Automatenfotos (2001 – unendlich)
Seit dem 5.10.2001 mache ich, möglichst in jedem Monat (der März, mein Geburtsmonat, ist davon meist ausgenommen), ein Foto am Automaten. Wenn möglich am gleichen Tag. Dies ist keine neue Idee, fürwahr, aber es interessiert mich trotzdem.
Die inzwischen entstandenen 210 Fotos sind hier nun erstmals öffentlich ausgestellt. Alle Fotos finden sich auch unter http://harthbasel.de/?page_id=56
Die obere Reihe beginnt links beim ersten Foto und endet rechts im Juni 2011, die untere Reihe wird links mit dem Juli 2011 fortgeführt und endet rechts im April 2021. Interessanterweise ergibt es sich ab einem bestimmten Zeitpunkt, dass oberes Foto und unteres Foto eines Rahmens exakt 10 Jahre auseinanderliegen. Das liegt wohl daran, dass unterwegs der ein oder andere Monat aus dem Raum-Zeit-Kontinuum herausgefallen zu sein scheint. Konsequenz ist halt was für Anfänger.

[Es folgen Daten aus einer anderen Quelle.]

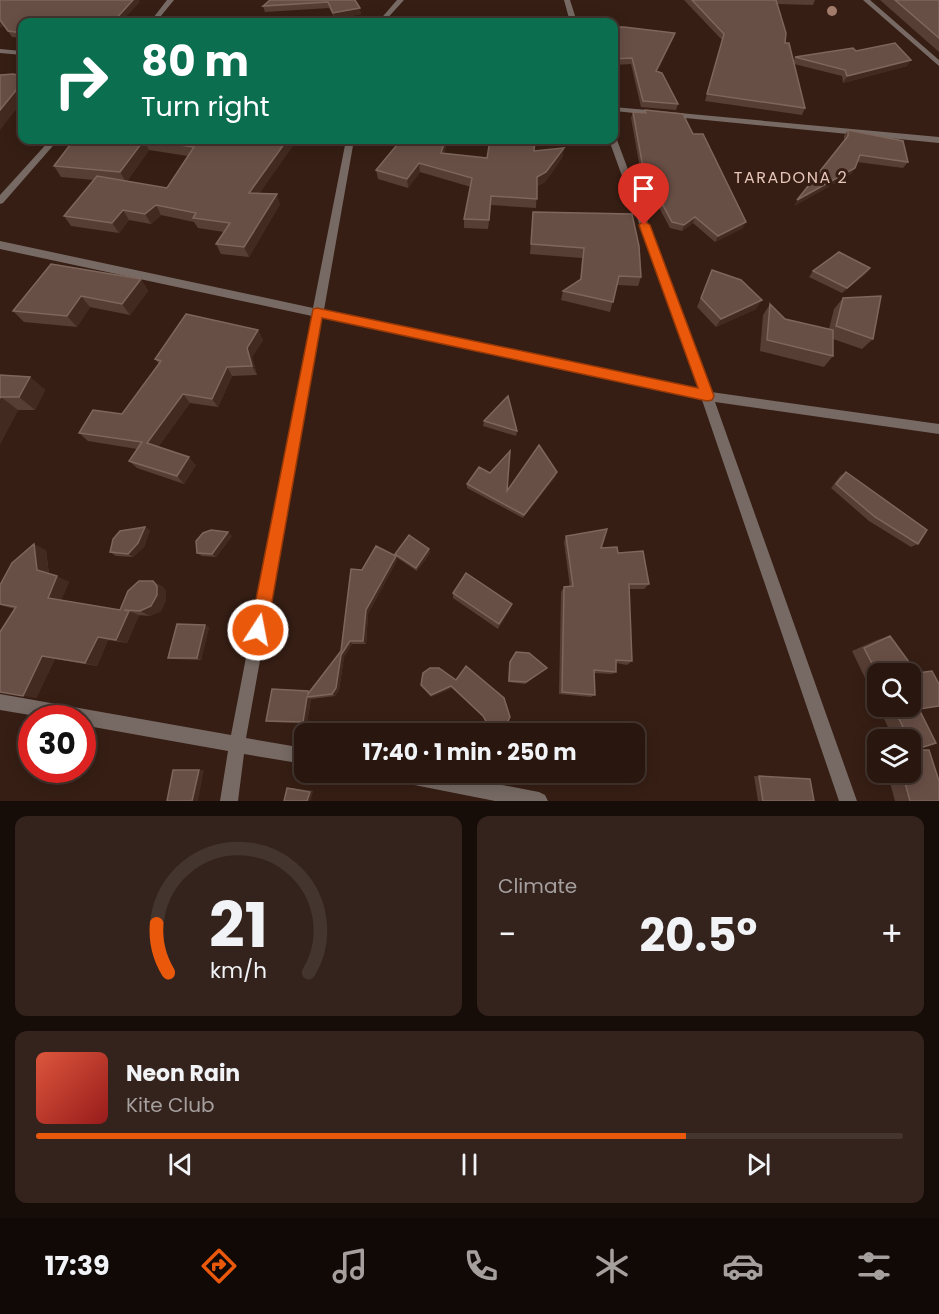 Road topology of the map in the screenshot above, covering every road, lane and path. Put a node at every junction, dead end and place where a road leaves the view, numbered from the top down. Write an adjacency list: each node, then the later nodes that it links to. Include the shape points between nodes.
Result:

Verstoffwechslung (Hinterstübchen)
Die Weltraumfahrt: ein Abfallprodukt der Bratpfannenbeschichtungsforschung… Da ich meine Arbeit als ein diskontinuierliches Kontinuum verstehe, bestehend aus einem fortdauernden Malen und Zeichnen, Texten und Beobachten, einem ständigen Aufnehmen, Verstoffwechseln und Neu-Ordnen von Wahrgenommenem, Begriffen und Begriffenem, als ein ständiger Versuch, das eigene Denken flüssig zu halten, entstehen natürlich immer und überall, neben den zielgerichteten Produktionen, beiläufige Dinge. Skizzen, Schallplattencover für den privaten und öffentlichen Gebrauch, visuelle Denkerlebnisse. Was zeigt ein Museum? All dies. Normalerweise leider nicht.
Das Spannende passiert im Hinterstübchen. Oder auch nicht. Gekonnt, aber nicht gewollt.

Honecker-Museum:
aus dem Honecker Museum (Honecker und Hund)
aus dem Honecker Museum (Strauß und Honecker)
aus dem Honecker Museum (3 Reclam-Hefte, kanonische Werke, bemalt)
Die Arbeiten zum Honecker-Museum entstehen in den Jahren 2003 bis 2005. Malereien, Fotografien, überarbeitete Malereien, die wieder fotografiert werden und Vorlagen für neue Malereien sind. Die Idee und der Abklatsch dieser Idee und der nochmalige Abklatsch und die Verfremdung. Bei WADI finden sich vier Arbeiten aus diesem Konvolut. Drei Reclamhefte in der Vitrine im Wadgasser Hof und versuchen einen Dialog mit den anderen unbearbeiteten Reclams aus anderen Welten. Und dieses Bild mit Honecker im Grünen mit Hund. Nie so passiert. Aber wundervoll gemalt. Die Wahrheit ist ein ganz schwieriger Begriff. Obwohl: F.J. Strauß und E. Honecker sollen sich bestens verstanden haben.

 

 

INFORMIEREN – DEFORMIEREN (aus den „tagessätzen“)
Die „tagessätze“ sind Versuche über die kleine Form. Gestartet wurden diese Sätze am 6. Mai 2006. Zuerst in diversen Notizheften und Büchern, später nur noch im Netz. Zur Zeit kommt ein Satz immer nur dann dazu, wenn er sich wirklich aufdrängt. Manchmal ist es auch nur ein Wort. Auch Sprache ist eine bildende Kunst. Oft, zumindest.